On Oct.4 Brazil’s Foreign Minister Celso Amorim arrived in Ecuador to discuss potential areas of mutual interest with President Rafael Correa. The visit followed last Sunday’s national assembly elections that gave President Correa sweeping powers move forward his new socialist platform designed to reduce economic inequality and exploitation in Ecuador.

The visit was also a chance for the minister to talk with Correa about his announcement that Ecuador will now collect 99 percent of price windfalls on Ecuadorean oil, up from the 50 percent previously collected. Although Brazilian President Lula da Silva’s Worker’s Party is sympathetic to the current situation in Ecuador, the announcement imposes new extra-contractual conditions on Brazil’s national petroleum company Petrobras, one of the largest producers in Ecuador and undermines the perceived rule of law in Ecuador.
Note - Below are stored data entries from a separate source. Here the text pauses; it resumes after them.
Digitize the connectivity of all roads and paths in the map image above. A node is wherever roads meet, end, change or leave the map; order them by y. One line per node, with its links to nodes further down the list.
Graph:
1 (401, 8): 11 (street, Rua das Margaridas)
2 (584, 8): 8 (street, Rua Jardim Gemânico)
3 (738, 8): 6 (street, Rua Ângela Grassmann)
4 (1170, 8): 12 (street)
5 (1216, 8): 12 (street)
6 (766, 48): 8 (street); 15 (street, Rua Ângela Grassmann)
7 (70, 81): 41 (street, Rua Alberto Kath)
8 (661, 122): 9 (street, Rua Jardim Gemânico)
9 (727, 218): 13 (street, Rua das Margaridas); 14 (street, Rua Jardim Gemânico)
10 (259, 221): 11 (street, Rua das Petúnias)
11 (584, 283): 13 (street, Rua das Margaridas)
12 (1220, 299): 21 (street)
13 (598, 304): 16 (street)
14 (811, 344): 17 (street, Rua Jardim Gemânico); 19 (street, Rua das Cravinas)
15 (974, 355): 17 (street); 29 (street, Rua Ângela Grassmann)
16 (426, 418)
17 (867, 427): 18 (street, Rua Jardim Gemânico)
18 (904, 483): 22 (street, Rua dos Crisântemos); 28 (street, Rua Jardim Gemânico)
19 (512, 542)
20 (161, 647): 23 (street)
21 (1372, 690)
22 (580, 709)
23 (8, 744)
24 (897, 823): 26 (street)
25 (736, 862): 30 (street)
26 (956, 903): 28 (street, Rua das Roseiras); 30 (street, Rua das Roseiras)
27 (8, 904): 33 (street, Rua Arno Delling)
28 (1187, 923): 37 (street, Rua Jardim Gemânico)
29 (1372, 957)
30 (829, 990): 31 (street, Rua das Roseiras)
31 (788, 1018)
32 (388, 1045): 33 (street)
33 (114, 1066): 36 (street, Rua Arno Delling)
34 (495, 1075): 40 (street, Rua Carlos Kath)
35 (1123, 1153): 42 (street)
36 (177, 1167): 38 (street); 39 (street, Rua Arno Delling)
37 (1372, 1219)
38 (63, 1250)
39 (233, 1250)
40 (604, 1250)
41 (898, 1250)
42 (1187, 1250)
A third reason for Amorim visit last week was to meet with Rodrigo Borja, former president of Ecuador and the new General Secretary of UNASUR. Brazil has been one of the principal forces behind the current integration movement and is forging ahead with bilateral projects and investment. Both nations agreed to open a direct air connection between Ecuador and the Brazilian city of Manaos and to help finance a the new Banco del Sur, a regional investment bank formed by UNASUR countries.

We also learned last week that Peruvian President Alejandro Toledo went ahead with his decision to file a complaint against Chile over their southern maritime border. The nations are fighting over a resource rich zone off the coast of Arica and Tacna. The dispute erupted last year when Peru’s congress voted to annul a 1954 border treaty and claim what was until then accepted Chilean territory.

The Chileans reacted by cancelling President Michelle Bachelet’s planned trip to Lima in Nov. Peru’s move also complicates a current dispute between Bolivia and Chile over the same area which Bolivia claims to have a right to, even though it was lost the 1849 War of the Pacific.

Finally, we heard that Venezuelan President Hugo Chavez’s planned talks with Colombia’s Marxist guerrilla group the FARC were scrapped after Colombian President Alvaro Uribe backed down. Chavez offered to help negotiate the release of Ingrid Betancourt a dual French-Colombian politician and three US contractors who have been held hostage for several years, but all sides are moving slow and are wary of the consequences of introducing a new element into the conflict.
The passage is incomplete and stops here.